There are three classification variances of Black Panthers, based on geographical, cultural and historical differnces in the origins of the name.
These variations are:
The definition most commonly in use refers to the only types of cats scientifically recognised as being legitimate Black Panthers, namely the Black Jaguar and the Black Leopard.
The strict, or purist, definition of Black Panther refers to the Black Leopard, a species which is a melanistic variation of the usually spotted leopard.
In the crypto-zoological view, the definition may refer to any large cat having a black coat. This can include anything from Pumas, Cougars and Tigers to Lynx, Bobcats and Jaguarundi.

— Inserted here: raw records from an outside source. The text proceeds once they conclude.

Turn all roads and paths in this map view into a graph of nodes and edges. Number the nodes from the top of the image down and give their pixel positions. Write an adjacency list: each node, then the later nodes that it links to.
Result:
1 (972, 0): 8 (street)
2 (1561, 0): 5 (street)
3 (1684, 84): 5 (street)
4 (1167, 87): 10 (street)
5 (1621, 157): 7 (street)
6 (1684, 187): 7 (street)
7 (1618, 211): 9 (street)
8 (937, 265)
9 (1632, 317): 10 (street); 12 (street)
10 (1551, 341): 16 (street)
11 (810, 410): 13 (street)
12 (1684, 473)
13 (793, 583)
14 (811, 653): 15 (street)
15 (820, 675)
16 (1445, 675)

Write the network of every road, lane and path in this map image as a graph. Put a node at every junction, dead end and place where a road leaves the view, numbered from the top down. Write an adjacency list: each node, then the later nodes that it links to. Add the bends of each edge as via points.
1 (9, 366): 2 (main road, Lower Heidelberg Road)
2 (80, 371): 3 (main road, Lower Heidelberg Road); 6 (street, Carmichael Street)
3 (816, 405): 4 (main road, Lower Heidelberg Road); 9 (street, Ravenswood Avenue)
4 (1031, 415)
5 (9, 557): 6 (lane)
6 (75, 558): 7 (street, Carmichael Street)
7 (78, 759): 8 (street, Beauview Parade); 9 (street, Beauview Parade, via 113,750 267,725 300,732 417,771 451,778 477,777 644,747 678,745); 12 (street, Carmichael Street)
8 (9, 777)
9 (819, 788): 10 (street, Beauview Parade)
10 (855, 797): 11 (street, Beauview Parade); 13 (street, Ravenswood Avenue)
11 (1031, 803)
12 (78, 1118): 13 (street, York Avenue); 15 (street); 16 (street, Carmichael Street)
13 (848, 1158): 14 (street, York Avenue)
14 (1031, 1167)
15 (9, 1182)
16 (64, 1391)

Habitats can range from marsh and woodlands to rainforests, savannahs and swamps, even deserts and mountains.
This variety is largely due to the fact that they eat anything from various mammals to birds and reptiles, all of which tend to favour different habitats.
Black Leopards and Jaguars are mainly found in dense areas of rainforest, where their black coat provides good camouflage.
Black Leopards mostly inhabit the dense and hot tropical rainforests of southern and southeastern Asia, in particular in south-west China, Nepal, Burma, southern India, southern Malaysia and Java.
Sightings, though much rarer, have occasionally also been reported in the Aberdares and forest areas of Mount Kenya in Africa and the rocky, dry regions of Ethiopia.
Black Jaguars inhabit much of central and southern America and parts of Mexico. Although mostly found in the dense Amazon Basin rainforests, they appear equally at home high up in Peruvian and Bolivian mountains and the Mexican desert.